[T]he superstition that the budget must be balanced at all times, once it is debunked, takes away one of the bulwarks that every society must have against expenditure out of control. . . . [O]ne of the functions of old-fashioned religion was to scare people by sometimes what might be regarded as myths into behaving in a way that long-run civilized life requires.
Wednesday, July 04, 2007
Literature or scripture?
If it's literature, why should I take the moral, ethical, and spiritual beliefs of millennia-dead, pretechnological murderous slave-owning misogynist authoritarians any more seriously than I take the works of Locke, Paine, Jefferson, Gandhi, or my own reason and moral intuition? Indeed why should I take their beliefs seriously at all, other than as happily long-dead history?
Likewise, is the Catholic church divinely inspired or just a group of human beings doing their best to think about philosophy and ethics? Again: Why should I believe the former? If the latter, why should I take moral or ethical advice from a group of (supposedly) celibate men who do no useful work, have no children or families, and have an obviously personal interest in maintaining their own moral authority and economic power? Why should I take them any more seriously than people who actually make sense? And they wear dresses and funny hats in the bargain: Why should I take these ridiculous buffoons seriously at all?
Much the same (except for the celibate part) goes for other clergy: Why should I take someone seriously at all just because they wear funny clothes, a big beard and have memorized a lot of text to which I give no scriptural authority whatsoever? Why must I believe that moral or ethical advice has to come from a mysterious, unknowable God to be rational and sensible?
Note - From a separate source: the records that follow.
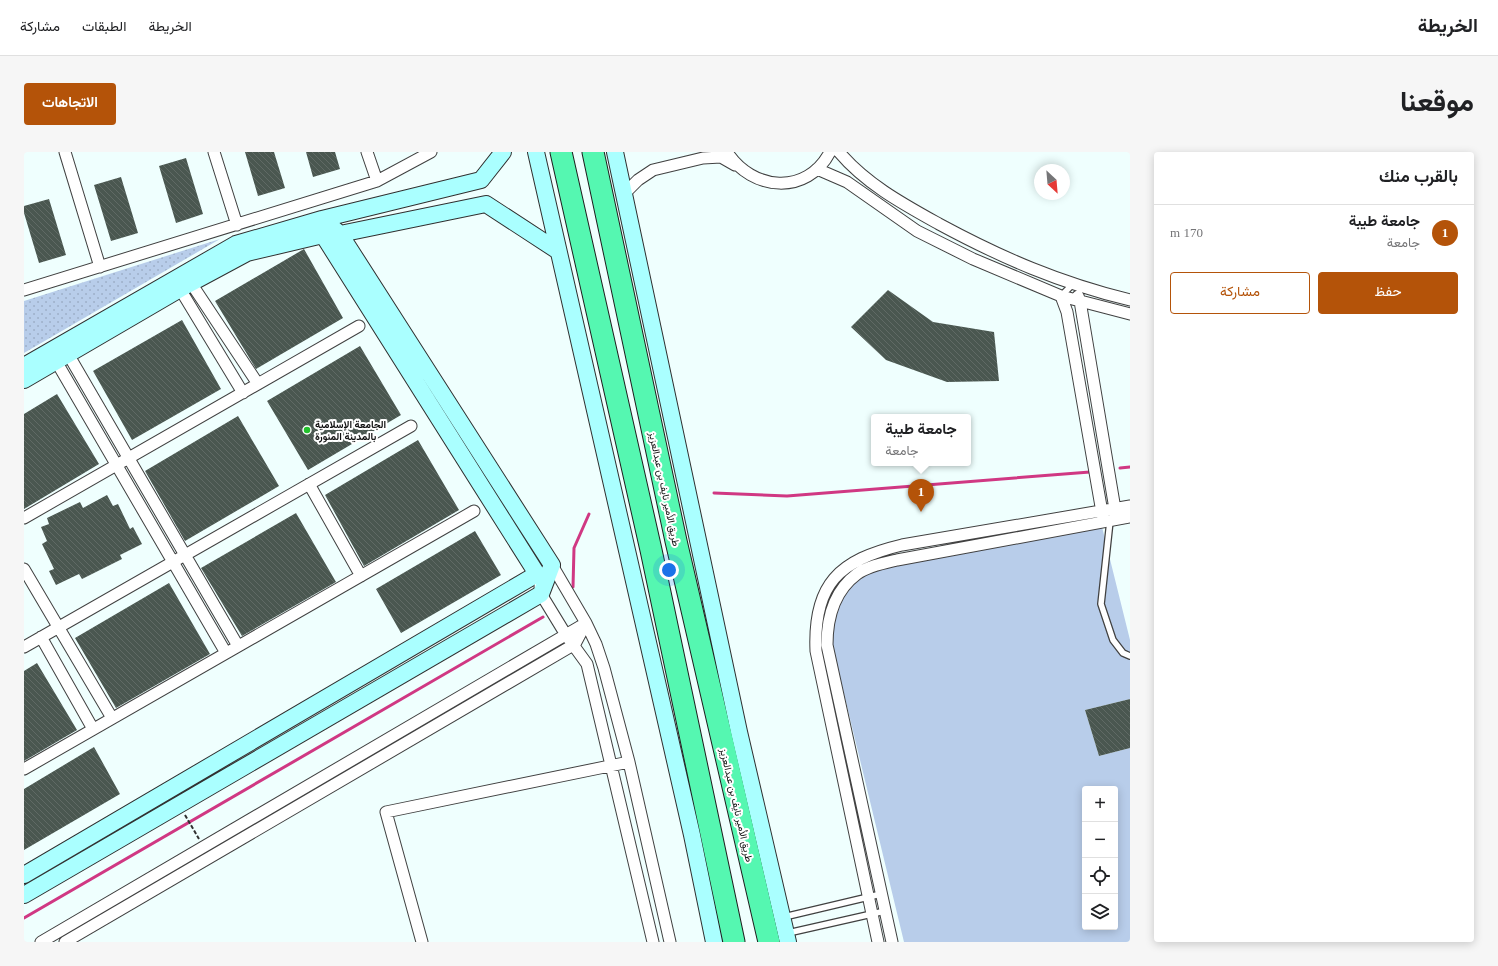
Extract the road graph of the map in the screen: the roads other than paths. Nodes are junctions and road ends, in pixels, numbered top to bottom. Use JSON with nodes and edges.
{"nodes":[{"id":1,"x":65,"y":152,"type":"edge"},
{"id":2,"x":214,"y":152,"type":"edge"},
{"id":3,"x":367,"y":152,"type":"edge"},
{"id":4,"x":432,"y":152,"type":"edge"},
{"id":5,"x":503,"y":152,"type":"edge"},
{"id":6,"x":536,"y":152,"type":"edge"},
{"id":7,"x":561,"y":152,"type":"edge"},
{"id":8,"x":593,"y":152,"type":"edge"},
{"id":9,"x":615,"y":152,"type":"edge"},
{"id":10,"x":728,"y":152,"type":"edge"},
{"id":11,"x":830,"y":152,"type":"edge"},
{"id":12,"x":839,"y":152,"type":"edge"},
{"id":13,"x":737,"y":166,"type":"junction"},
{"id":14,"x":817,"y":169,"type":"junction"},
{"id":15,"x":481,"y":180,"type":"junction"},
{"id":16,"x":377,"y":181,"type":"junction"},
{"id":17,"x":624,"y":194,"type":"junction"},
{"id":18,"x":486,"y":204,"type":"junction"},
{"id":19,"x":322,"y":219,"type":"junction"},
{"id":20,"x":237,"y":225,"type":"junction"},
{"id":21,"x":340,"y":234,"type":"junction"},
{"id":22,"x":323,"y":235,"type":"junction"},
{"id":23,"x":558,"y":251,"type":"junction"},
{"id":24,"x":100,"y":267,"type":"junction"},
{"id":25,"x":1073,"y":284,"type":"junction"},
{"id":26,"x":186,"y":286,"type":"junction"},
{"id":27,"x":24,"y":290,"type":"edge"},
{"id":28,"x":1061,"y":296,"type":"junction"},
{"id":29,"x":1130,"y":300,"type":"edge"},
{"id":30,"x":1080,"y":301,"type":"junction"},
{"id":31,"x":1130,"y":314,"type":"edge"},
{"id":32,"x":359,"y":326,"type":"dead end"},
{"id":33,"x":62,"y":358,"type":"junction"},
{"id":34,"x":24,"y":366,"type":"edge"},
{"id":35,"x":24,"y":380,"type":"edge"},
{"id":36,"x":258,"y":384,"type":"junction"},
{"id":37,"x":244,"y":393,"type":"junction"},
{"id":38,"x":411,"y":426,"type":"dead end"},
{"id":39,"x":130,"y":458,"type":"junction"},
{"id":40,"x":117,"y":466,"type":"junction"},
{"id":41,"x":308,"y":484,"type":"junction"},
{"id":42,"x":1130,"y":506,"type":"edge"},
{"id":43,"x":1115,"y":508,"type":"junction"},
{"id":44,"x":474,"y":511,"type":"dead end"},
{"id":45,"x":1101,"y":511,"type":"junction"},
{"id":46,"x":1130,"y":517,"type":"edge"},
{"id":47,"x":24,"y":518,"type":"edge"},
{"id":48,"x":1110,"y":521,"type":"junction"},
{"id":49,"x":184,"y":555,"type":"junction"},
{"id":50,"x":172,"y":562,"type":"junction"},
{"id":51,"x":552,"y":565,"type":"junction"},
{"id":52,"x":24,"y":569,"type":"edge"},
{"id":53,"x":537,"y":574,"type":"junction"},
{"id":54,"x":362,"y":576,"type":"junction"},
{"id":55,"x":541,"y":594,"type":"junction"},
{"id":56,"x":586,"y":623,"type":"junction"},
{"id":57,"x":58,"y":628,"type":"junction"},
{"id":58,"x":566,"y":635,"type":"junction"},
{"id":59,"x":41,"y":637,"type":"junction"},
{"id":60,"x":574,"y":644,"type":"junction"},
{"id":61,"x":238,"y":646,"type":"junction"},
{"id":62,"x":24,"y":647,"type":"edge"},
{"id":63,"x":226,"y":653,"type":"junction"},
{"id":64,"x":1130,"y":656,"type":"edge"},
{"id":65,"x":112,"y":718,"type":"junction"},
{"id":66,"x":93,"y":729,"type":"junction"},
{"id":67,"x":629,"y":762,"type":"junction"},
{"id":68,"x":612,"y":765,"type":"junction"},
{"id":69,"x":24,"y":769,"type":"edge"},
{"id":70,"x":692,"y":836,"type":"junction"},
{"id":71,"x":24,"y":875,"type":"edge"},
{"id":72,"x":881,"y":894,"type":"junction"},
{"id":73,"x":24,"y":895,"type":"edge"},
{"id":74,"x":868,"y":897,"type":"junction"},
{"id":75,"x":885,"y":911,"type":"junction"},
{"id":76,"x":872,"y":913,"type":"junction"},
{"id":77,"x":782,"y":918,"type":"junction"},
{"id":78,"x":781,"y":939,"type":"edge"},
{"id":79,"x":41,"y":942,"type":"edge"},
{"id":80,"x":65,"y":942,"type":"edge"},
{"id":81,"x":422,"y":942,"type":"edge"},
{"id":82,"x":653,"y":942,"type":"edge"},
{"id":83,"x":670,"y":942,"type":"edge"},
{"id":84,"x":714,"y":942,"type":"edge"},
{"id":85,"x":731,"y":942,"type":"edge"},
{"id":86,"x":734,"y":942,"type":"edge"},
{"id":87,"x":878,"y":942,"type":"edge"},
{"id":88,"x":892,"y":942,"type":"edge"}],
"edges":[{"from":1,"to":24,"type":"street"},
{"from":2,"to":20,"type":"street"},
{"from":3,"to":16,"type":"street"},
{"from":4,"to":16,"type":"street"},
{"from":5,"to":15,"type":"main road"},
{"from":6,"to":23,"type":"main road"},
{"from":7,"to":86,"type":"highway"},
{"from":8,"to":78,"type":"highway","name":"طريق الأمير نايف بن عبدالعزيز"},
{"from":9,"to":17,"type":"main road"},
{"from":10,"to":13,"type":"street"},
{"from":11,"to":14,"type":"street"},
{"from":12,"to":25,"type":"street"},
{"from":13,"to":14,"type":"street"},
{"from":13,"to":17,"type":"street"},
{"from":14,"to":28,"type":"street"},
{"from":15,"to":18,"type":"main road"},
{"from":15,"to":19,"type":"main road"},
{"from":16,"to":20,"type":"street"},
{"from":17,"to":77,"type":"main road"},
{"from":18,"to":21,"type":"main road"},
{"from":18,"to":23,"type":"main road"},
{"from":19,"to":21,"type":"main road"},
{"from":19,"to":22,"type":"main road"},
{"from":19,"to":34,"type":"main road"},
{"from":20,"to":24,"type":"street"},
{"from":21,"to":22,"type":"main road"},
{"from":21,"to":51,"type":"main road"},
{"from":22,"to":26,"type":"main road"},
{"from":22,"to":53,"type":"main road"},
{"from":23,"to":70,"type":"main road"},
{"from":24,"to":27,"type":"street"},
{"from":25,"to":28,"type":"lane"},
{"from":25,"to":29,"type":"street"},
{"from":25,"to":30,"type":"street"},
{"from":26,"to":33,"type":"main road"},
{"from":26,"to":36,"type":"street"},
{"from":26,"to":37,"type":"street"},
{"from":28,"to":30,"type":"street"},
{"from":28,"to":45,"type":"street"},
{"from":30,"to":31,"type":"street"},
{"from":30,"to":43,"type":"street"},
{"from":32,"to":36,"type":"street"},
{"from":33,"to":35,"type":"main road"},
{"from":33,"to":39,"type":"street"},
{"from":33,"to":40,"type":"street"},
{"from":36,"to":37,"type":"street"},
{"from":37,"to":39,"type":"street"},
{"from":38,"to":41,"type":"street"},
{"from":39,"to":40,"type":"street"},
{"from":39,"to":49,"type":"street"},
{"from":40,"to":47,"type":"street"},
{"from":40,"to":50,"type":"street"},
{"from":41,"to":49,"type":"street"},
{"from":41,"to":54,"type":"street"},
{"from":42,"to":43,"type":"street"},
{"from":43,"to":45,"type":"street"},
{"from":43,"to":48,"type":"street"},
{"from":44,"to":54,"type":"street"},
{"from":45,"to":48,"type":"street"},
{"from":45,"to":74,"type":"street"},
{"from":46,"to":48,"type":"street"},
{"from":48,"to":64,"type":"lane"},
{"from":48,"to":72,"type":"street"},
{"from":49,"to":50,"type":"street"},
{"from":49,"to":61,"type":"street"},
{"from":50,"to":57,"type":"street"},
{"from":50,"to":63,"type":"street"},
{"from":51,"to":53,"type":"street"},
{"from":51,"to":55,"type":"main road"},
{"from":51,"to":56,"type":"street"},
{"from":52,"to":57,"type":"street"},
{"from":53,"to":55,"type":"street"},
{"from":53,"to":71,"type":"main road"},
{"from":54,"to":61,"type":"street"},
{"from":55,"to":58,"type":"street"},
{"from":55,"to":73,"type":"main road"},
{"from":56,"to":58,"type":"street"},
{"from":56,"to":60,"type":"street"},
{"from":56,"to":67,"type":"street"},
{"from":57,"to":59,"type":"street"},
{"from":57,"to":65,"type":"street"},
{"from":58,"to":60,"type":"street"},
{"from":58,"to":79,"type":"street"},
{"from":59,"to":62,"type":"street"},
{"from":59,"to":66,"type":"street"},
{"from":60,"to":68,"type":"street"},
{"from":60,"to":80,"type":"street"},
{"from":61,"to":63,"type":"street"},
{"from":63,"to":65,"type":"street"},
{"from":65,"to":66,"type":"street"},
{"from":66,"to":69,"type":"street"},
{"from":67,"to":68,"type":"street"},
{"from":67,"to":83,"type":"street"},
{"from":68,"to":81,"type":"street"},
{"from":68,"to":82,"type":"street"},
{"from":70,"to":84,"type":"main road"},
{"from":70,"to":85,"type":"main road"},
{"from":72,"to":74,"type":"lane"},
{"from":72,"to":75,"type":"street"},
{"from":74,"to":76,"type":"street"},
{"from":74,"to":77,"type":"lane"},
{"from":75,"to":76,"type":"lane"},
{"from":75,"to":88,"type":"street"},
{"from":76,"to":78,"type":"lane"},
{"from":76,"to":87,"type":"street"},
{"from":77,"to":78,"type":"main road"}]}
The notion is ridiculous.
If religious people didn't take their bizarre superstitions as granting them supernatural moral authority, I wouldn't pay the slightest bit of attention to them. If you want to rub blue mud in your navel in the privacy of your own home—or even in a public park for all I care—you'll get no argument from me. If you want to minimize your religion to meaningless ritual, unfalsifiable metaphysics and ethical irrelevance, I'll keep silent.
But people do take their bizarre superstitions as granting them supernatural moral authority. If some ethical belief makes sense to my natural reason and natural moral intuition, no divine provenance is needed. The only reason to invoke God in an ethical context is to justify beliefs contrary to reason.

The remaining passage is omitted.